_ACTIVITY_: Filter the entries that follow, copying every line in which the word "Jesus" appears.

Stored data
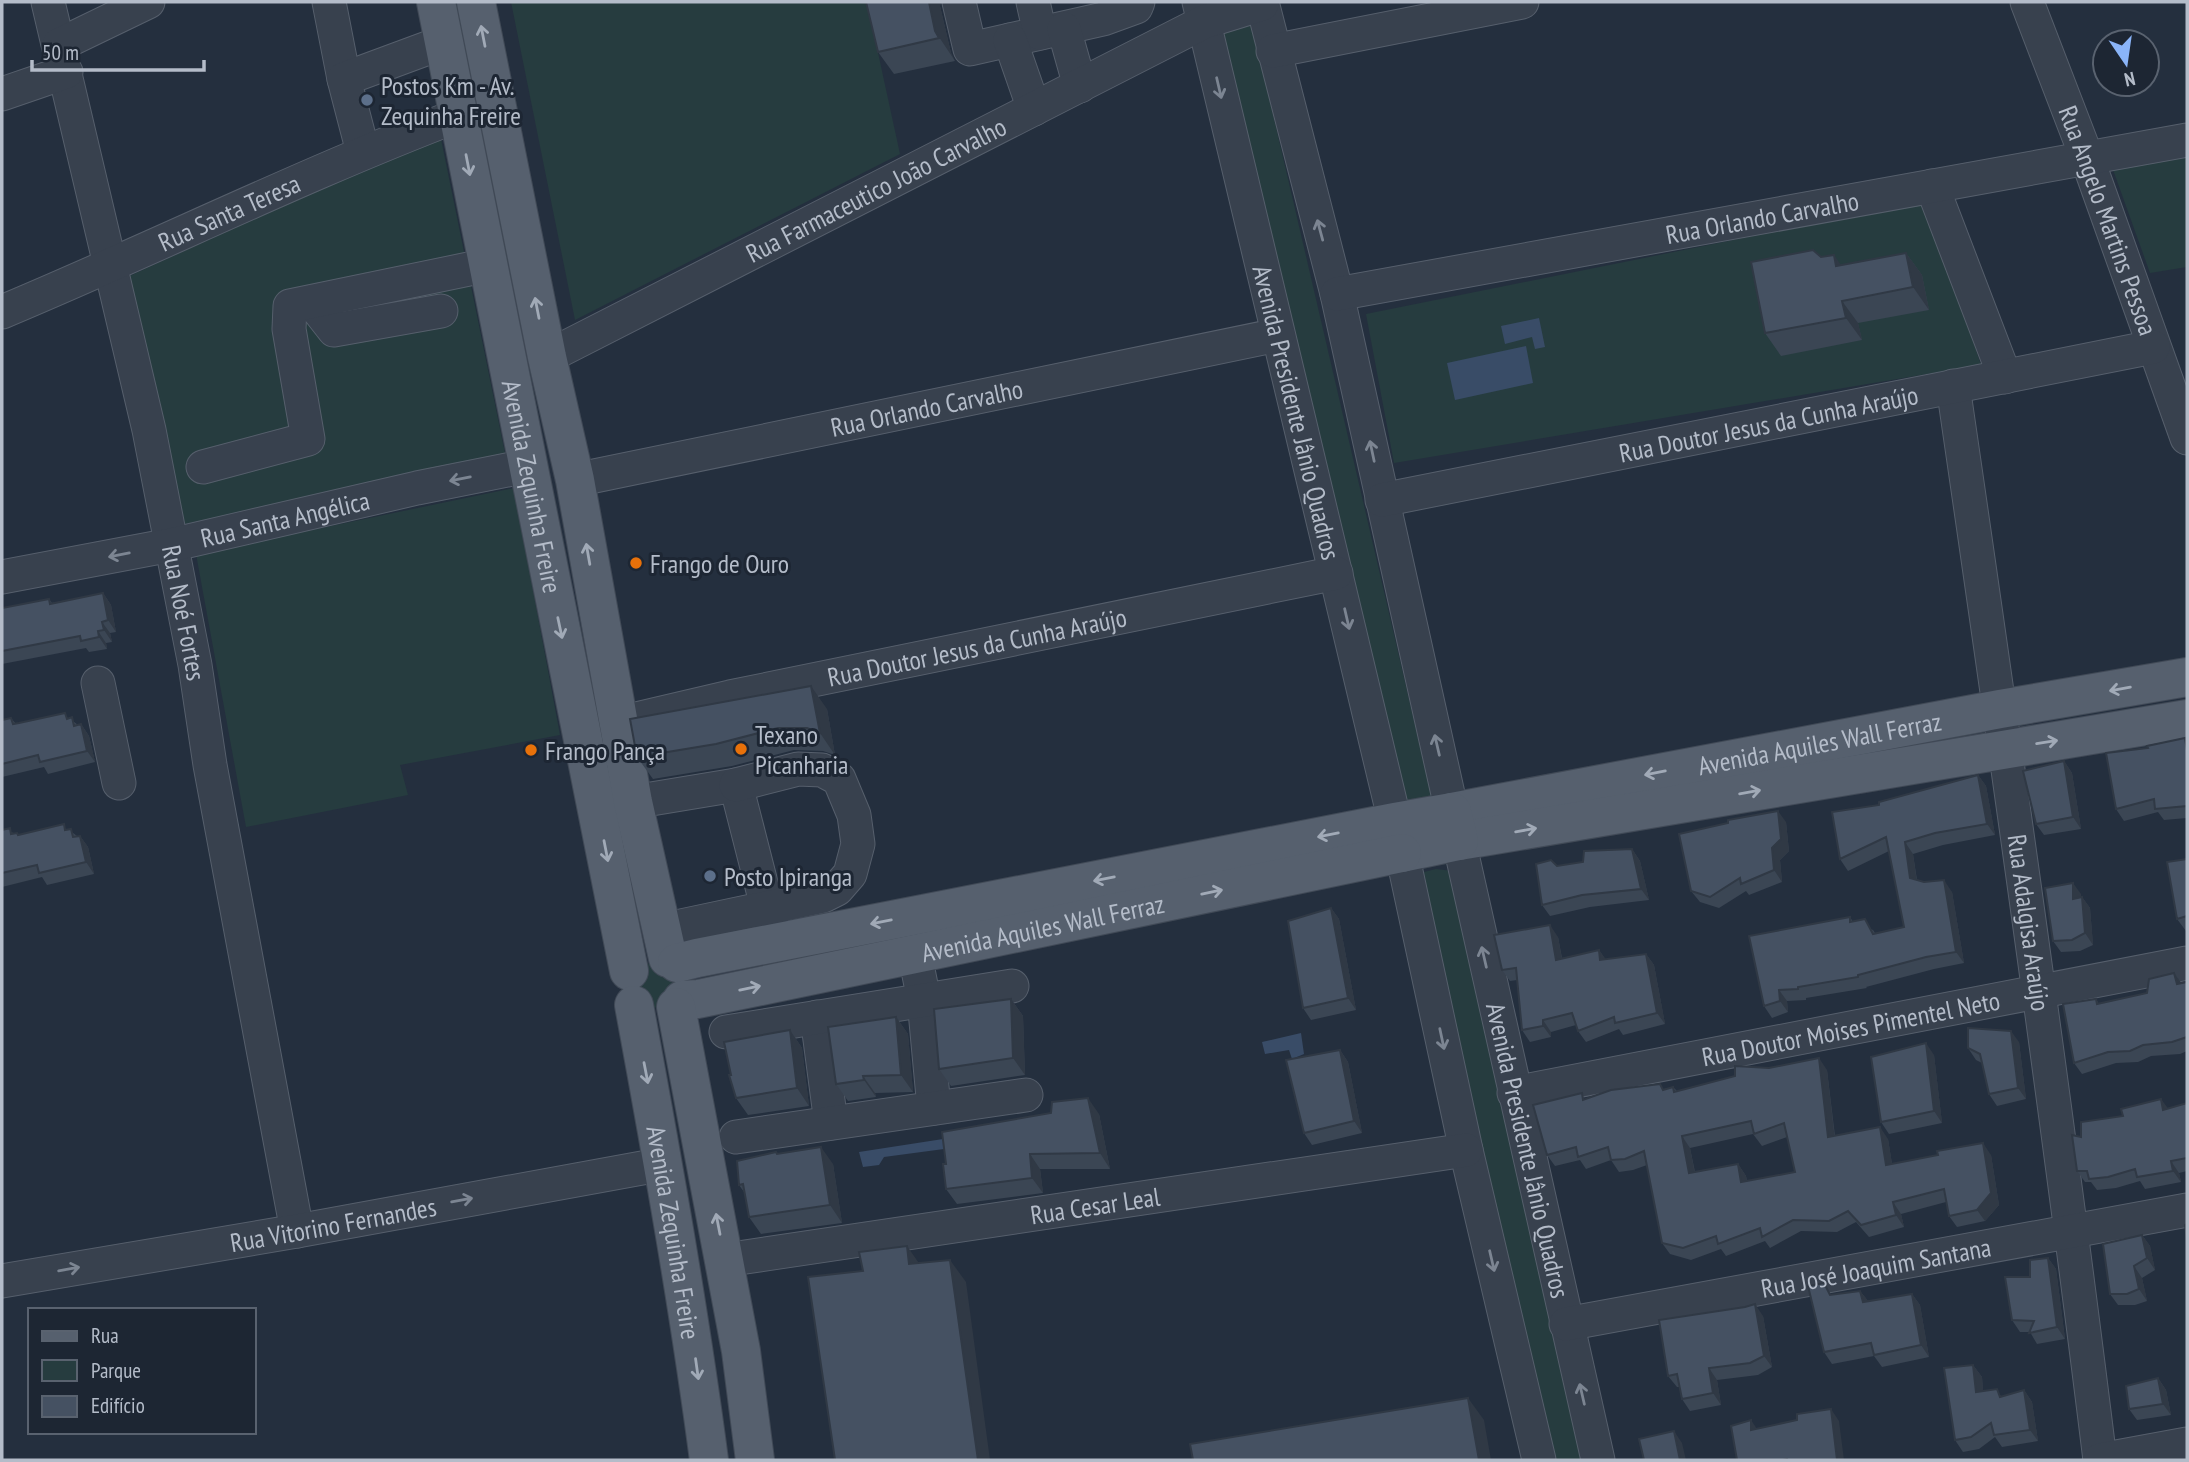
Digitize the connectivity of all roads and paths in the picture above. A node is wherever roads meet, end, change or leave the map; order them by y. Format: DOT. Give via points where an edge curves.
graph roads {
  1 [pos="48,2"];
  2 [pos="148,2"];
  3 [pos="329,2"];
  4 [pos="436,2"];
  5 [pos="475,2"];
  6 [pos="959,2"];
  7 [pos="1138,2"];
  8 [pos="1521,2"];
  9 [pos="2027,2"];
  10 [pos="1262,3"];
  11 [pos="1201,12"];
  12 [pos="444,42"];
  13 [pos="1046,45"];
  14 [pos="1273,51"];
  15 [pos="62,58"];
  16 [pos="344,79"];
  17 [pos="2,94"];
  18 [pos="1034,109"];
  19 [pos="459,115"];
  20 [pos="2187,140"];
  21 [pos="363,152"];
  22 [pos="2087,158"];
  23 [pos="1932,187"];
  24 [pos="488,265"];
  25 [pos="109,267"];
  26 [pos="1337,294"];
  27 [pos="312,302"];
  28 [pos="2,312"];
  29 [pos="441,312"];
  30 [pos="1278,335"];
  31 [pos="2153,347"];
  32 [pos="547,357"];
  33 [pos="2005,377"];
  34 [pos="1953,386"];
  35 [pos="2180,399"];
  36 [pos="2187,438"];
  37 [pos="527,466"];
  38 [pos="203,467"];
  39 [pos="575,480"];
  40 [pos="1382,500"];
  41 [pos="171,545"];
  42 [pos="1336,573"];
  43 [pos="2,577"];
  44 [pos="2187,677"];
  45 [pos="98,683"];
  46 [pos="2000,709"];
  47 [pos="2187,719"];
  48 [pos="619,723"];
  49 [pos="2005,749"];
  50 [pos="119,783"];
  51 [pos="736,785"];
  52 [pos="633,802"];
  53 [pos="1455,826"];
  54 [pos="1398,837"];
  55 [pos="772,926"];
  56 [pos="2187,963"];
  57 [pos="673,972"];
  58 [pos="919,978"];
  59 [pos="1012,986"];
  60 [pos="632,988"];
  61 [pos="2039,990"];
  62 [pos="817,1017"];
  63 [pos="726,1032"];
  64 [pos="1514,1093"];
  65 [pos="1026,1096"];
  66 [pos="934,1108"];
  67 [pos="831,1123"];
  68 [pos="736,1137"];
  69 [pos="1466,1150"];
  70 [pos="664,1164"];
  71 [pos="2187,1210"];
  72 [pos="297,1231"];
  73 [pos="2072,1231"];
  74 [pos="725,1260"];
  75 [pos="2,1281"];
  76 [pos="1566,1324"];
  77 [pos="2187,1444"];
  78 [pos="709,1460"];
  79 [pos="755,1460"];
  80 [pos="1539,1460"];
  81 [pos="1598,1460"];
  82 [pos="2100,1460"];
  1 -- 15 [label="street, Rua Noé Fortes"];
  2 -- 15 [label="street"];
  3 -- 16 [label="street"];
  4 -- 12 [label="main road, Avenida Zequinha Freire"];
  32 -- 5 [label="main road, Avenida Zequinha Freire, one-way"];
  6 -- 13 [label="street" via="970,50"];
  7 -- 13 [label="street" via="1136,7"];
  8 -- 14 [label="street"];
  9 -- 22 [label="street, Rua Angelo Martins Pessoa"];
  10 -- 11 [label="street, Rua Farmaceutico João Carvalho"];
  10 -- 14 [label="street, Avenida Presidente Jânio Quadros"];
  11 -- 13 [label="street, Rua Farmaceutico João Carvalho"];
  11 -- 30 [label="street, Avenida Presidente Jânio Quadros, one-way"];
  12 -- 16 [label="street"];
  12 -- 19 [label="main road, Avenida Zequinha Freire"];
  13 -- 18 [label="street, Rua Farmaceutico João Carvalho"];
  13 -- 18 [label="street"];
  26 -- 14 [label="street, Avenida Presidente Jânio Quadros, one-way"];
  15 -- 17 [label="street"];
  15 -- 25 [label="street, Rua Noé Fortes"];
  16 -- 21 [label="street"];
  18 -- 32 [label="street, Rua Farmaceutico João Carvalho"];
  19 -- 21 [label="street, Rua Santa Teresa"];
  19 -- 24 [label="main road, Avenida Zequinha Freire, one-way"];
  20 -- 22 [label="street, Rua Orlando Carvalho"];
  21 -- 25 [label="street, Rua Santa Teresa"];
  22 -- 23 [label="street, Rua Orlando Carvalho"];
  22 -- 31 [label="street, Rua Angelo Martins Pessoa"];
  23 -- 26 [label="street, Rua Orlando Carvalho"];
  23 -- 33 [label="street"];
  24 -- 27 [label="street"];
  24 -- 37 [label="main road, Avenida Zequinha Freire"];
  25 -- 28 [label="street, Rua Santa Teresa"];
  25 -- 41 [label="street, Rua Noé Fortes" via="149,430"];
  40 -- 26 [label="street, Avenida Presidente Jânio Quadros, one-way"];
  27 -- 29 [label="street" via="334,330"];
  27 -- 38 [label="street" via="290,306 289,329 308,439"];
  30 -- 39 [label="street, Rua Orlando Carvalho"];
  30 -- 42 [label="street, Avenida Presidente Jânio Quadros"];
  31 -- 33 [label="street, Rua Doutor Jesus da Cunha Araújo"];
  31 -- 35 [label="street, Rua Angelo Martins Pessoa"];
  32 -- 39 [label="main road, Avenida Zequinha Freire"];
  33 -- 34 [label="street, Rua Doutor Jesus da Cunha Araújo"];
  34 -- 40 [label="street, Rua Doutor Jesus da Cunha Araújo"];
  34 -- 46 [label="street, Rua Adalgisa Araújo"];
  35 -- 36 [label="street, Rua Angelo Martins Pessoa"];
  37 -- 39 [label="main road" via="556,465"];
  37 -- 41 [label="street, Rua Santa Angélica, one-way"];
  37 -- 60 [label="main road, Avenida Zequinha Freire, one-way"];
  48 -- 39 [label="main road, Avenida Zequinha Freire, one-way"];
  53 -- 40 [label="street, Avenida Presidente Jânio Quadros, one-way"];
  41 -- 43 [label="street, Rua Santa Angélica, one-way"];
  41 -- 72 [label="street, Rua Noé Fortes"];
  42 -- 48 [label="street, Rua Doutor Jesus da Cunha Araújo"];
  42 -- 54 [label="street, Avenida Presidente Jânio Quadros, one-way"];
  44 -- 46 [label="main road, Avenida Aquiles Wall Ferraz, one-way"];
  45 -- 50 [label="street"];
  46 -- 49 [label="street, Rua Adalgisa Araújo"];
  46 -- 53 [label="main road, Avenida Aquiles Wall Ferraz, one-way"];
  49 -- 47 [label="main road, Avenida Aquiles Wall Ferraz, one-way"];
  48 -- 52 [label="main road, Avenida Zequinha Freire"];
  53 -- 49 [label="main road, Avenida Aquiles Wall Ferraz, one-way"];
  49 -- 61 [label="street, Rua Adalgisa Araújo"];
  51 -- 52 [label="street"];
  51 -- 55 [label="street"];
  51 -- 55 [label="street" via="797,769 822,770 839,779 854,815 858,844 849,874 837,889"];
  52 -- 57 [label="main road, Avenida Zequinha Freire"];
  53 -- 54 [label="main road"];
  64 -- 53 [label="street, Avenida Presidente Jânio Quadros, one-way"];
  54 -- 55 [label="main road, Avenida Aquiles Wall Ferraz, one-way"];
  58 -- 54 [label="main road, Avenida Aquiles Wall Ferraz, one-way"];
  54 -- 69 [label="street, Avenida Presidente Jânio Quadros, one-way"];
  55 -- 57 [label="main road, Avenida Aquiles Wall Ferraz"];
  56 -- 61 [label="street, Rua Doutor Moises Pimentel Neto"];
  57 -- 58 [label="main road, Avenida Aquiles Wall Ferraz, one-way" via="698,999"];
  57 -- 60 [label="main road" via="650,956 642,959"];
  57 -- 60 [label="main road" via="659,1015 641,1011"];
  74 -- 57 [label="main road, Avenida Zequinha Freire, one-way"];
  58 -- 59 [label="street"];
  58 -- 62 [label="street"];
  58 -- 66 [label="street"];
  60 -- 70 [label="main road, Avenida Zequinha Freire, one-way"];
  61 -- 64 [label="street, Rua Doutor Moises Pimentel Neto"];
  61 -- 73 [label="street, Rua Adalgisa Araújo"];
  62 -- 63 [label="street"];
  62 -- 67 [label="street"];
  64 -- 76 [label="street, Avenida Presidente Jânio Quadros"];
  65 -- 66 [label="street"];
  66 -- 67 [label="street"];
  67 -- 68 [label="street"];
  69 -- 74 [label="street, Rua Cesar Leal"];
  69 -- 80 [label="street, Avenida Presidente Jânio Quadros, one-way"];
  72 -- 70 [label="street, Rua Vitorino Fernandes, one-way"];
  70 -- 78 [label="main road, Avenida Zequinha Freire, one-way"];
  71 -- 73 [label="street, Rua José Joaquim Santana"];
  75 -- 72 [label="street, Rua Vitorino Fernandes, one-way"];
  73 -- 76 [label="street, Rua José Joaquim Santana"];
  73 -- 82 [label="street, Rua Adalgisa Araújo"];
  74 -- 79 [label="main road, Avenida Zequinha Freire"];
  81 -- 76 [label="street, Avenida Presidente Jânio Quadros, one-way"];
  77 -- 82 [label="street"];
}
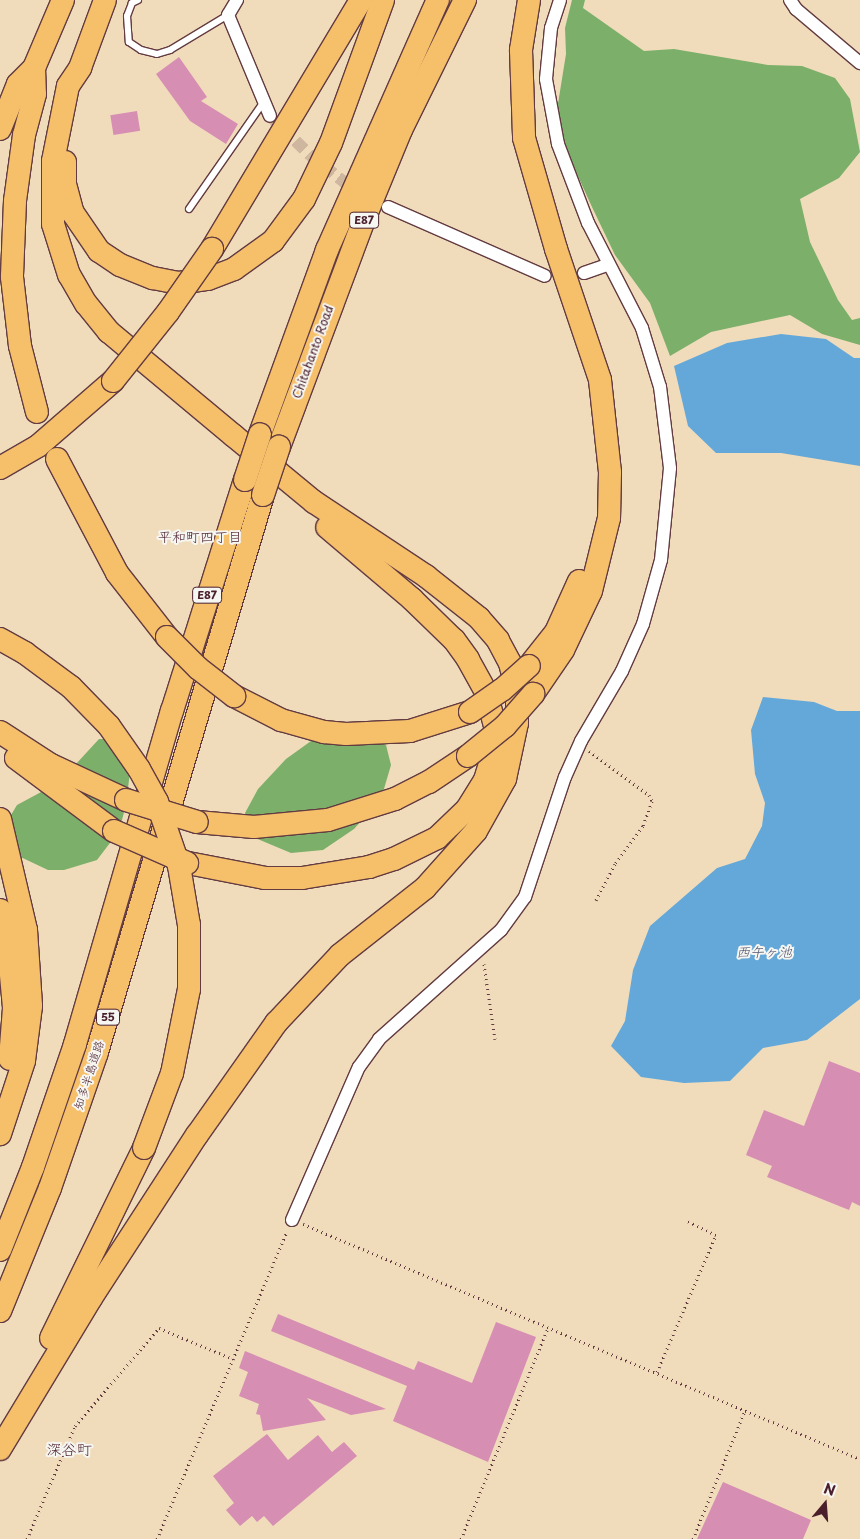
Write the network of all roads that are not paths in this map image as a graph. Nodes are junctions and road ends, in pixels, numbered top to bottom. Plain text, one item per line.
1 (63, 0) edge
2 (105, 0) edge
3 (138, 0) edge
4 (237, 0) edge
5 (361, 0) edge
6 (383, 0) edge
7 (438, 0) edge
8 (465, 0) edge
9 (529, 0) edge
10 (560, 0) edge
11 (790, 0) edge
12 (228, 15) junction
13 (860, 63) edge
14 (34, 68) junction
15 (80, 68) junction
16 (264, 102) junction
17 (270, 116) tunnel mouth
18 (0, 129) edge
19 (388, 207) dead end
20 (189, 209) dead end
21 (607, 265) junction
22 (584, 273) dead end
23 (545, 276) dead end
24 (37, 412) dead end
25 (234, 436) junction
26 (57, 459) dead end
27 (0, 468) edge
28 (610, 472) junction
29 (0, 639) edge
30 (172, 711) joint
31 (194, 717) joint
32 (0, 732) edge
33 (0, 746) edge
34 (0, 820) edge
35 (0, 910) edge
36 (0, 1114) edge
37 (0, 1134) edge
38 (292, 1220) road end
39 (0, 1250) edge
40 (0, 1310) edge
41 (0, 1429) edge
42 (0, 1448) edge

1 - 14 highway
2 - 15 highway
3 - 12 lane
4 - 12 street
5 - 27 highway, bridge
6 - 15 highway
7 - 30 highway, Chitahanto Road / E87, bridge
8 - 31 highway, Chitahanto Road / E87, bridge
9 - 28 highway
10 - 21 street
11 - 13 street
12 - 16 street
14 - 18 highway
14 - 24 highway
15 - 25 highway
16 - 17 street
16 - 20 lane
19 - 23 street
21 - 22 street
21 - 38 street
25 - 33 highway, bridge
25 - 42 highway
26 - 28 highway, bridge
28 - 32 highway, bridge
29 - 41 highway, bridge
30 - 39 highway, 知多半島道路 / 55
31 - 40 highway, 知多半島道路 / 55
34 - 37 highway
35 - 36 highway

_YOUR RESPONSE_:
  31 -- 33 [label="street, Rua Doutor Jesus da Cunha Araújo"];
  33 -- 34 [label="street, Rua Doutor Jesus da Cunha Araújo"];
  34 -- 40 [label="street, Rua Doutor Jesus da Cunha Araújo"];
  42 -- 48 [label="street, Rua Doutor Jesus da Cunha Araújo"];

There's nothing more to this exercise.